[Dataset entries]
BEGIN
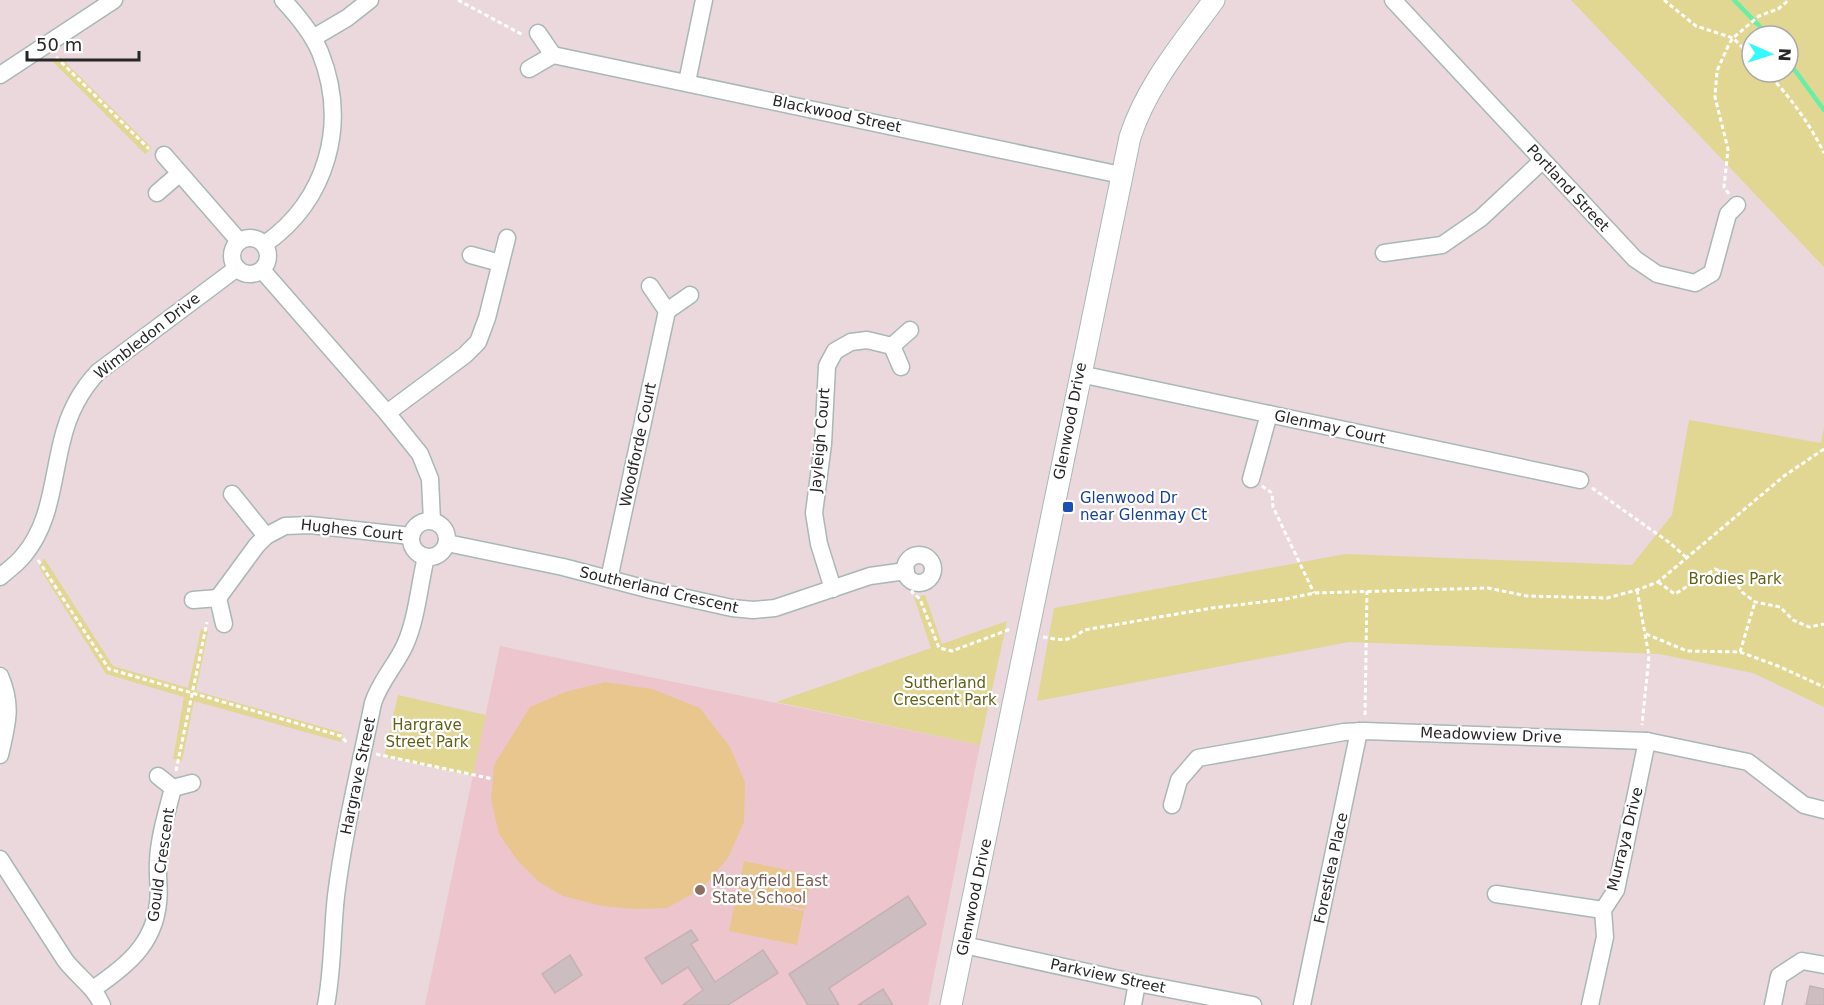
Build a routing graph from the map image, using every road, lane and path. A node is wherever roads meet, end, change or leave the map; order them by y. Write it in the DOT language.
graph roads {
  1 [pos="114,0"];
  2 [pos="283,0"];
  3 [pos="369,0"];
  4 [pos="458,0"];
  5 [pos="704,0"];
  6 [pos="1214,0"];
  7 [pos="1393,0"];
  8 [pos="1664,0"];
  9 [pos="1789,0"];
  10 [pos="538,33"];
  11 [pos="313,38"];
  12 [pos="1733,38"];
  13 [pos="46,44"];
  14 [pos="1740,45"];
  15 [pos="553,55"];
  16 [pos="529,69"];
  17 [pos="0,75"];
  18 [pos="687,82"];
  19 [pos="1778,84"];
  20 [pos="1824,153"];
  21 [pos="164,155"];
  22 [pos="1542,161"];
  23 [pos="179,174"];
  24 [pos="1121,175"];
  25 [pos="157,193"];
  26 [pos="1737,205"];
  27 [pos="507,238"];
  28 [pos="239,241"];
  29 [pos="265,244"];
  30 [pos="1384,253"];
  31 [pos="471,255"];
  32 [pos="500,263"];
  33 [pos="237,268"];
  34 [pos="262,270"];
  35 [pos="650,286"];
  36 [pos="690,295"];
  37 [pos="667,311"];
  38 [pos="910,330"];
  39 [pos="892,346"];
  40 [pos="901,367"];
  41 [pos="1080,374"];
  42 [pos="387,413"];
  43 [pos="1269,414"];
  44 [pos="1824,449"];
  45 [pos="1251,479"];
  46 [pos="1580,480"];
  47 [pos="232,494"];
  48 [pos="432,521"];
  49 [pos="266,536"];
  50 [pos="411,536"];
  51 [pos="447,543"];
  52 [pos="426,557"];
  53 [pos="34,558"];
  54 [pos="1687,558"];
  55 [pos="0,577"];
  56 [pos="910,577"];
  57 [pos="609,579"];
  58 [pos="1658,582"];
  59 [pos="833,589"];
  60 [pos="1367,591"];
  61 [pos="1637,591"];
  62 [pos="1314,593"];
  63 [pos="218,598"];
  64 [pos="193,600"];
  65 [pos="1755,602"];
  66 [pos="224,624"];
  67 [pos="1824,624"];
  68 [pos="1013,631"];
  69 [pos="1646,634"];
  70 [pos="1041,637"];
  71 [pos="1740,652"];
  72 [pos="0,676"];
  73 [pos="1824,687"];
  74 [pos="192,693"];
  75 [pos="1362,731"];
  76 [pos="1644,741"];
  77 [pos="351,747"];
  78 [pos="372,753"];
  79 [pos="0,755"];
  80 [pos="158,776"];
  81 [pos="493,779"];
  82 [pos="192,783"];
  83 [pos="173,788"];
  84 [pos="1172,805"];
  85 [pos="1824,810"];
  86 [pos="0,859"];
  87 [pos="1496,894"];
  88 [pos="1603,910"];
  89 [pos="964,945"];
  90 [pos="1824,965"];
  91 [pos="1137,983"];
  92 [pos="93,989"];
  93 [pos="102,1005"];
  94 [pos="326,1005"];
  95 [pos="951,1005"];
  96 [pos="1132,1005"];
  97 [pos="1253,1005"];
  98 [pos="1302,1005"];
  99 [pos="1590,1005"];
  100 [pos="1773,1005"];
  1 -- 13 [label="street"];
  2 -- 11 [label="street"];
  3 -- 11 [label="street"];
  4 -- 10 [label="path"];
  5 -- 18 [label="street"];
  6 -- 24 [label="street, Glenwood Drive"];
  7 -- 22 [label="street, Portland Street"];
  8 -- 12 [label="path"];
  9 -- 12 [label="path"];
  10 -- 15 [label="street"];
  11 -- 29 [label="street"];
  12 -- 14 [label="path"];
  12 -- 26 [label="path"];
  13 -- 17 [label="street"];
  13 -- 21 [label="path"];
  15 -- 16 [label="street"];
  15 -- 18 [label="street, Blackwood Street"];
  18 -- 24 [label="street, Blackwood Street"];
  19 -- 20 [label="path"];
  21 -- 23 [label="street"];
  22 -- 26 [label="street, Portland Street"];
  22 -- 30 [label="street"];
  23 -- 25 [label="street"];
  23 -- 28 [label="street"];
  24 -- 41 [label="street, Glenwood Drive"];
  27 -- 32 [label="street"];
  28 -- 29 [label="street"];
  28 -- 33 [label="street"];
  29 -- 34 [label="street"];
  31 -- 32 [label="street"];
  32 -- 42 [label="street"];
  33 -- 34 [label="street"];
  33 -- 55 [label="street, Wimbledon Drive"];
  34 -- 42 [label="street"];
  35 -- 37 [label="street"];
  36 -- 37 [label="street"];
  37 -- 57 [label="street, Woodforde Court"];
  38 -- 39 [label="street"];
  39 -- 40 [label="street"];
  39 -- 59 [label="street, Jayleigh Court"];
  41 -- 43 [label="street, Glenmay Court"];
  41 -- 89 [label="street, Glenwood Drive"];
  42 -- 48 [label="street"];
  43 -- 45 [label="street"];
  43 -- 46 [label="street, Glenmay Court"];
  44 -- 54 [label="path"];
  45 -- 62 [label="path"];
  46 -- 54 [label="path"];
  47 -- 49 [label="street"];
  48 -- 50 [label="street"];
  48 -- 51 [label="street"];
  49 -- 50 [label="street, Hughes Court"];
  49 -- 63 [label="street, Hughes Court"];
  50 -- 52 [label="street"];
  51 -- 52 [label="street"];
  51 -- 57 [label="street, Southerland Crescent"];
  52 -- 94 [label="street, Hargrave Street"];
  53 -- 74 [label="path"];
  54 -- 58 [label="path"];
  56 -- 59 [label="street, Southerland Crescent"];
  56 -- 68 [label="path"];
  57 -- 59 [label="street, Southerland Crescent"];
  58 -- 61 [label="path"];
  58 -- 65 [label="path"];
  60 -- 61 [label="path"];
  60 -- 62 [label="path"];
  60 -- 75 [label="path"];
  61 -- 69 [label="path"];
  62 -- 70 [label="path"];
  63 -- 64 [label="street"];
  63 -- 66 [label="street"];
  63 -- 74 [label="path"];
  65 -- 67 [label="path"];
  65 -- 71 [label="path"];
  69 -- 71 [label="path"];
  69 -- 76 [label="path"];
  71 -- 73 [label="path"];
  72 -- 79 [label="street"];
  74 -- 77 [label="path"];
  74 -- 83 [label="path"];
  75 -- 76 [label="street, Meadowview Drive"];
  75 -- 84 [label="street, Meadowview Drive"];
  75 -- 98 [label="street, Forestlea Place"];
  76 -- 85 [label="street, Meadowview Drive"];
  76 -- 88 [label="street, Murraya Drive"];
  78 -- 81 [label="path"];
  80 -- 83 [label="street, Gould Crescent"];
  82 -- 83 [label="street, Gould Crescent"];
  83 -- 92 [label="street, Gould Crescent"];
  86 -- 92 [label="street"];
  87 -- 88 [label="street"];
  88 -- 99 [label="street, Murraya Drive"];
  89 -- 91 [label="street, Parkview Street"];
  89 -- 95 [label="street, Glenwood Drive"];
  90 -- 100 [label="street"];
  91 -- 96 [label="street"];
  91 -- 97 [label="street, Parkview Street"];
  92 -- 93 [label="street"];
}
END
## ABOUT THIS EXERCISE
Please repeat the data verbatim and leave the pictures out of your copy.

## TASK RESPONSE
Build a routing graph from the map image, using every road, lane and path. A node is wherever roads meet, end, change or leave the map; order them by y. Write it in the DOT language.
graph roads {
  1 [pos="114,0"];
  2 [pos="283,0"];
  3 [pos="369,0"];
  4 [pos="458,0"];
  5 [pos="704,0"];
  6 [pos="1214,0"];
  7 [pos="1393,0"];
  8 [pos="1664,0"];
  9 [pos="1789,0"];
  10 [pos="538,33"];
  11 [pos="313,38"];
  12 [pos="1733,38"];
  13 [pos="46,44"];
  14 [pos="1740,45"];
  15 [pos="553,55"];
  16 [pos="529,69"];
  17 [pos="0,75"];
  18 [pos="687,82"];
  19 [pos="1778,84"];
  20 [pos="1824,153"];
  21 [pos="164,155"];
  22 [pos="1542,161"];
  23 [pos="179,174"];
  24 [pos="1121,175"];
  25 [pos="157,193"];
  26 [pos="1737,205"];
  27 [pos="507,238"];
  28 [pos="239,241"];
  29 [pos="265,244"];
  30 [pos="1384,253"];
  31 [pos="471,255"];
  32 [pos="500,263"];
  33 [pos="237,268"];
  34 [pos="262,270"];
  35 [pos="650,286"];
  36 [pos="690,295"];
  37 [pos="667,311"];
  38 [pos="910,330"];
  39 [pos="892,346"];
  40 [pos="901,367"];
  41 [pos="1080,374"];
  42 [pos="387,413"];
  43 [pos="1269,414"];
  44 [pos="1824,449"];
  45 [pos="1251,479"];
  46 [pos="1580,480"];
  47 [pos="232,494"];
  48 [pos="432,521"];
  49 [pos="266,536"];
  50 [pos="411,536"];
  51 [pos="447,543"];
  52 [pos="426,557"];
  53 [pos="34,558"];
  54 [pos="1687,558"];
  55 [pos="0,577"];
  56 [pos="910,577"];
  57 [pos="609,579"];
  58 [pos="1658,582"];
  59 [pos="833,589"];
  60 [pos="1367,591"];
  61 [pos="1637,591"];
  62 [pos="1314,593"];
  63 [pos="218,598"];
  64 [pos="193,600"];
  65 [pos="1755,602"];
  66 [pos="224,624"];
  67 [pos="1824,624"];
  68 [pos="1013,631"];
  69 [pos="1646,634"];
  70 [pos="1041,637"];
  71 [pos="1740,652"];
  72 [pos="0,676"];
  73 [pos="1824,687"];
  74 [pos="192,693"];
  75 [pos="1362,731"];
  76 [pos="1644,741"];
  77 [pos="351,747"];
  78 [pos="372,753"];
  79 [pos="0,755"];
  80 [pos="158,776"];
  81 [pos="493,779"];
  82 [pos="192,783"];
  83 [pos="173,788"];
  84 [pos="1172,805"];
  85 [pos="1824,810"];
  86 [pos="0,859"];
  87 [pos="1496,894"];
  88 [pos="1603,910"];
  89 [pos="964,945"];
  90 [pos="1824,965"];
  91 [pos="1137,983"];
  92 [pos="93,989"];
  93 [pos="102,1005"];
  94 [pos="326,1005"];
  95 [pos="951,1005"];
  96 [pos="1132,1005"];
  97 [pos="1253,1005"];
  98 [pos="1302,1005"];
  99 [pos="1590,1005"];
  100 [pos="1773,1005"];
  1 -- 13 [label="street"];
  2 -- 11 [label="street"];
  3 -- 11 [label="street"];
  4 -- 10 [label="path"];
  5 -- 18 [label="street"];
  6 -- 24 [label="street, Glenwood Drive"];
  7 -- 22 [label="street, Portland Street"];
  8 -- 12 [label="path"];
  9 -- 12 [label="path"];
  10 -- 15 [label="street"];
  11 -- 29 [label="street"];
  12 -- 14 [label="path"];
  12 -- 26 [label="path"];
  13 -- 17 [label="street"];
  13 -- 21 [label="path"];
  15 -- 16 [label="street"];
  15 -- 18 [label="street, Blackwood Street"];
  18 -- 24 [label="street, Blackwood Street"];
  19 -- 20 [label="path"];
  21 -- 23 [label="street"];
  22 -- 26 [label="street, Portland Street"];
  22 -- 30 [label="street"];
  23 -- 25 [label="street"];
  23 -- 28 [label="street"];
  24 -- 41 [label="street, Glenwood Drive"];
  27 -- 32 [label="street"];
  28 -- 29 [label="street"];
  28 -- 33 [label="street"];
  29 -- 34 [label="street"];
  31 -- 32 [label="street"];
  32 -- 42 [label="street"];
  33 -- 34 [label="street"];
  33 -- 55 [label="street, Wimbledon Drive"];
  34 -- 42 [label="street"];
  35 -- 37 [label="street"];
  36 -- 37 [label="street"];
  37 -- 57 [label="street, Woodforde Court"];
  38 -- 39 [label="street"];
  39 -- 40 [label="street"];
  39 -- 59 [label="street, Jayleigh Court"];
  41 -- 43 [label="street, Glenmay Court"];
  41 -- 89 [label="street, Glenwood Drive"];
  42 -- 48 [label="street"];
  43 -- 45 [label="street"];
  43 -- 46 [label="street, Glenmay Court"];
  44 -- 54 [label="path"];
  45 -- 62 [label="path"];
  46 -- 54 [label="path"];
  47 -- 49 [label="street"];
  48 -- 50 [label="street"];
  48 -- 51 [label="street"];
  49 -- 50 [label="street, Hughes Court"];
  49 -- 63 [label="street, Hughes Court"];
  50 -- 52 [label="street"];
  51 -- 52 [label="street"];
  51 -- 57 [label="street, Southerland Crescent"];
  52 -- 94 [label="street, Hargrave Street"];
  53 -- 74 [label="path"];
  54 -- 58 [label="path"];
  56 -- 59 [label="street, Southerland Crescent"];
  56 -- 68 [label="path"];
  57 -- 59 [label="street, Southerland Crescent"];
  58 -- 61 [label="path"];
  58 -- 65 [label="path"];
  60 -- 61 [label="path"];
  60 -- 62 [label="path"];
  60 -- 75 [label="path"];
  61 -- 69 [label="path"];
  62 -- 70 [label="path"];
  63 -- 64 [label="street"];
  63 -- 66 [label="street"];
  63 -- 74 [label="path"];
  65 -- 67 [label="path"];
  65 -- 71 [label="path"];
  69 -- 71 [label="path"];
  69 -- 76 [label="path"];
  71 -- 73 [label="path"];
  72 -- 79 [label="street"];
  74 -- 77 [label="path"];
  74 -- 83 [label="path"];
  75 -- 76 [label="street, Meadowview Drive"];
  75 -- 84 [label="street, Meadowview Drive"];
  75 -- 98 [label="street, Forestlea Place"];
  76 -- 85 [label="street, Meadowview Drive"];
  76 -- 88 [label="street, Murraya Drive"];
  78 -- 81 [label="path"];
  80 -- 83 [label="street, Gould Crescent"];
  82 -- 83 [label="street, Gould Crescent"];
  83 -- 92 [label="street, Gould Crescent"];
  86 -- 92 [label="street"];
  87 -- 88 [label="street"];
  88 -- 99 [label="street, Murraya Drive"];
  89 -- 91 [label="street, Parkview Street"];
  89 -- 95 [label="street, Glenwood Drive"];
  90 -- 100 [label="street"];
  91 -- 96 [label="street"];
  91 -- 97 [label="street, Parkview Street"];
  92 -- 93 [label="street"];
}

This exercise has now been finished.